Data excerpts –
══════

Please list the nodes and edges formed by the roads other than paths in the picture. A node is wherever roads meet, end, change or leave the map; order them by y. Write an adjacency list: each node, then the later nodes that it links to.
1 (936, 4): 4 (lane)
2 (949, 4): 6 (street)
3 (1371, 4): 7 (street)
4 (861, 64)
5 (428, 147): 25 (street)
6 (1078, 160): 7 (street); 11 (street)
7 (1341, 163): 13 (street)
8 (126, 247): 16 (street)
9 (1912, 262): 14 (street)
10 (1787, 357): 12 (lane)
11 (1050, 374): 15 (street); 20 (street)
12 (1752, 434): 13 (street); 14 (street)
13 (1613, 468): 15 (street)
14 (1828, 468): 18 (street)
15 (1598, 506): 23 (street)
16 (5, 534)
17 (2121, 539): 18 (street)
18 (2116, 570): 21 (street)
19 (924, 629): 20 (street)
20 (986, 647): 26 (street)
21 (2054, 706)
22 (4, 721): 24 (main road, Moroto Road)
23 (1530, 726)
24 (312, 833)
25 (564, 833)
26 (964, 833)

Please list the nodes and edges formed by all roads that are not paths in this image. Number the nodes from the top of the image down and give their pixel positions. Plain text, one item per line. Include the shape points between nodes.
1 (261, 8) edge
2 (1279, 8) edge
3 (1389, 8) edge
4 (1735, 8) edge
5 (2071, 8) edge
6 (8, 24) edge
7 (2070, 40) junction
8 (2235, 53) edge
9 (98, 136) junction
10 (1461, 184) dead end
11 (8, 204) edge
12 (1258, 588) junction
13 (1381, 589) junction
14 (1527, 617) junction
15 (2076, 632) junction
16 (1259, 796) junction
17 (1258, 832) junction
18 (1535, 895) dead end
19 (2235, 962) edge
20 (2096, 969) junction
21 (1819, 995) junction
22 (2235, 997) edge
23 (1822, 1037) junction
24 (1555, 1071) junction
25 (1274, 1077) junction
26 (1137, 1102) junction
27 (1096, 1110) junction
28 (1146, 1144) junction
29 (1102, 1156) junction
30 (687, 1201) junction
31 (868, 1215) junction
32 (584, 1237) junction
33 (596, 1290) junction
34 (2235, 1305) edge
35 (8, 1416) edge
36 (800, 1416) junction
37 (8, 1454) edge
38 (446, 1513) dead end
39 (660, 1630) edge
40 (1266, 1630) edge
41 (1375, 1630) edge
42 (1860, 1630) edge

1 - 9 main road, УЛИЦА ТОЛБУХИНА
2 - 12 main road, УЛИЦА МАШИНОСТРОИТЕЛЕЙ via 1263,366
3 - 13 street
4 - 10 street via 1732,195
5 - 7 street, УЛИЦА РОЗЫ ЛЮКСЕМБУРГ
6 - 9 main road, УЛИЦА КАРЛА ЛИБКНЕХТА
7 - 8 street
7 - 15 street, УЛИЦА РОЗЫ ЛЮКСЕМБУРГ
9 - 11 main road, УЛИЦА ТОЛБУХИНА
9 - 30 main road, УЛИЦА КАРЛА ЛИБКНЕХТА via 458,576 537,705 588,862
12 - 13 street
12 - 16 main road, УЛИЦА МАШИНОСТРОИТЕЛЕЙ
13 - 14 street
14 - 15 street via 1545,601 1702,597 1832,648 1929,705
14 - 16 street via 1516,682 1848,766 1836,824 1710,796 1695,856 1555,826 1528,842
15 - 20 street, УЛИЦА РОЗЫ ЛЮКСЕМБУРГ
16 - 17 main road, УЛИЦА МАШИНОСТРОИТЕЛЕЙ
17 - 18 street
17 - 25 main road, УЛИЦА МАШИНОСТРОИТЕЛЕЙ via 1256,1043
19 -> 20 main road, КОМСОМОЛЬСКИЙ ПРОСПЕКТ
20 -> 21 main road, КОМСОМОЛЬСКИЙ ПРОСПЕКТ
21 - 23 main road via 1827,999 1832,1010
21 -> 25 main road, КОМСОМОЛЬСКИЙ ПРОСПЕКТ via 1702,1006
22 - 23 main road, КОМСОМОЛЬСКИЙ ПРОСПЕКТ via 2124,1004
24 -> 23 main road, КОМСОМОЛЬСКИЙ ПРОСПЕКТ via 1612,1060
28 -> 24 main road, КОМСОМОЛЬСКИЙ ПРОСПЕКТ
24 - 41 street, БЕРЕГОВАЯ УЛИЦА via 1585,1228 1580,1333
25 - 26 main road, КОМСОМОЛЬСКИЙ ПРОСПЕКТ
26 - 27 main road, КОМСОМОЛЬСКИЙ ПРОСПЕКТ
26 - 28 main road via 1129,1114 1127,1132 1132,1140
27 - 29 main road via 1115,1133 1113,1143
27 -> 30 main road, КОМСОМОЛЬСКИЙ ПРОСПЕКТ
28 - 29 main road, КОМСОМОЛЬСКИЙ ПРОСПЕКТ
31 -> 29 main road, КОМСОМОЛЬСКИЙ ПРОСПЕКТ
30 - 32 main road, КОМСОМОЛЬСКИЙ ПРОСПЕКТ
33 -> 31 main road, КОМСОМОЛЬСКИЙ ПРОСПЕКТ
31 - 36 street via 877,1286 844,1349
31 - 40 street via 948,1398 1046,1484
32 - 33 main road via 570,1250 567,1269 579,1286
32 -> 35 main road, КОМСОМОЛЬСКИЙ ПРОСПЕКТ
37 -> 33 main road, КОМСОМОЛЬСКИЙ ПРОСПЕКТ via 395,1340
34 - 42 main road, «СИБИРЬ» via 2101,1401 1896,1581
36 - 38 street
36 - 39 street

══════

Problem details – Give the listing again in full, and make every line match exactly.

Your response –
Please list the nodes and edges formed by the roads other than paths in the picture. A node is wherever roads meet, end, change or leave the map; order them by y. Write an adjacency list: each node, then the later nodes that it links to.
1 (936, 4): 4 (lane)
2 (949, 4): 6 (street)
3 (1371, 4): 7 (street)
4 (861, 64)
5 (428, 147): 25 (street)
6 (1078, 160): 7 (street); 11 (street)
7 (1341, 163): 13 (street)
8 (126, 247): 16 (street)
9 (1912, 262): 14 (street)
10 (1787, 357): 12 (lane)
11 (1050, 374): 15 (street); 20 (street)
12 (1752, 434): 13 (street); 14 (street)
13 (1613, 468): 15 (street)
14 (1828, 468): 18 (street)
15 (1598, 506): 23 (street)
16 (5, 534)
17 (2121, 539): 18 (street)
18 (2116, 570): 21 (street)
19 (924, 629): 20 (street)
20 (986, 647): 26 (street)
21 (2054, 706)
22 (4, 721): 24 (main road, Moroto Road)
23 (1530, 726)
24 (312, 833)
25 (564, 833)
26 (964, 833)

Please list the nodes and edges formed by all roads that are not paths in this image. Number the nodes from the top of the image down and give their pixel positions. Plain text, one item per line. Include the shape points between nodes.
1 (261, 8) edge
2 (1279, 8) edge
3 (1389, 8) edge
4 (1735, 8) edge
5 (2071, 8) edge
6 (8, 24) edge
7 (2070, 40) junction
8 (2235, 53) edge
9 (98, 136) junction
10 (1461, 184) dead end
11 (8, 204) edge
12 (1258, 588) junction
13 (1381, 589) junction
14 (1527, 617) junction
15 (2076, 632) junction
16 (1259, 796) junction
17 (1258, 832) junction
18 (1535, 895) dead end
19 (2235, 962) edge
20 (2096, 969) junction
21 (1819, 995) junction
22 (2235, 997) edge
23 (1822, 1037) junction
24 (1555, 1071) junction
25 (1274, 1077) junction
26 (1137, 1102) junction
27 (1096, 1110) junction
28 (1146, 1144) junction
29 (1102, 1156) junction
30 (687, 1201) junction
31 (868, 1215) junction
32 (584, 1237) junction
33 (596, 1290) junction
34 (2235, 1305) edge
35 (8, 1416) edge
36 (800, 1416) junction
37 (8, 1454) edge
38 (446, 1513) dead end
39 (660, 1630) edge
40 (1266, 1630) edge
41 (1375, 1630) edge
42 (1860, 1630) edge

1 - 9 main road, УЛИЦА ТОЛБУХИНА
2 - 12 main road, УЛИЦА МАШИНОСТРОИТЕЛЕЙ via 1263,366
3 - 13 street
4 - 10 street via 1732,195
5 - 7 street, УЛИЦА РОЗЫ ЛЮКСЕМБУРГ
6 - 9 main road, УЛИЦА КАРЛА ЛИБКНЕХТА
7 - 8 street
7 - 15 street, УЛИЦА РОЗЫ ЛЮКСЕМБУРГ
9 - 11 main road, УЛИЦА ТОЛБУХИНА
9 - 30 main road, УЛИЦА КАРЛА ЛИБКНЕХТА via 458,576 537,705 588,862
12 - 13 street
12 - 16 main road, УЛИЦА МАШИНОСТРОИТЕЛЕЙ
13 - 14 street
14 - 15 street via 1545,601 1702,597 1832,648 1929,705
14 - 16 street via 1516,682 1848,766 1836,824 1710,796 1695,856 1555,826 1528,842
15 - 20 street, УЛИЦА РОЗЫ ЛЮКСЕМБУРГ
16 - 17 main road, УЛИЦА МАШИНОСТРОИТЕЛЕЙ
17 - 18 street
17 - 25 main road, УЛИЦА МАШИНОСТРОИТЕЛЕЙ via 1256,1043
19 -> 20 main road, КОМСОМОЛЬСКИЙ ПРОСПЕКТ
20 -> 21 main road, КОМСОМОЛЬСКИЙ ПРОСПЕКТ
21 - 23 main road via 1827,999 1832,1010
21 -> 25 main road, КОМСОМОЛЬСКИЙ ПРОСПЕКТ via 1702,1006
22 - 23 main road, КОМСОМОЛЬСКИЙ ПРОСПЕКТ via 2124,1004
24 -> 23 main road, КОМСОМОЛЬСКИЙ ПРОСПЕКТ via 1612,1060
28 -> 24 main road, КОМСОМОЛЬСКИЙ ПРОСПЕКТ
24 - 41 street, БЕРЕГОВАЯ УЛИЦА via 1585,1228 1580,1333
25 - 26 main road, КОМСОМОЛЬСКИЙ ПРОСПЕКТ
26 - 27 main road, КОМСОМОЛЬСКИЙ ПРОСПЕКТ
26 - 28 main road via 1129,1114 1127,1132 1132,1140
27 - 29 main road via 1115,1133 1113,1143
27 -> 30 main road, КОМСОМОЛЬСКИЙ ПРОСПЕКТ
28 - 29 main road, КОМСОМОЛЬСКИЙ ПРОСПЕКТ
31 -> 29 main road, КОМСОМОЛЬСКИЙ ПРОСПЕКТ
30 - 32 main road, КОМСОМОЛЬСКИЙ ПРОСПЕКТ
33 -> 31 main road, КОМСОМОЛЬСКИЙ ПРОСПЕКТ
31 - 36 street via 877,1286 844,1349
31 - 40 street via 948,1398 1046,1484
32 - 33 main road via 570,1250 567,1269 579,1286
32 -> 35 main road, КОМСОМОЛЬСКИЙ ПРОСПЕКТ
37 -> 33 main road, КОМСОМОЛЬСКИЙ ПРОСПЕКТ via 395,1340
34 - 42 main road, «СИБИРЬ» via 2101,1401 1896,1581
36 - 38 street
36 - 39 street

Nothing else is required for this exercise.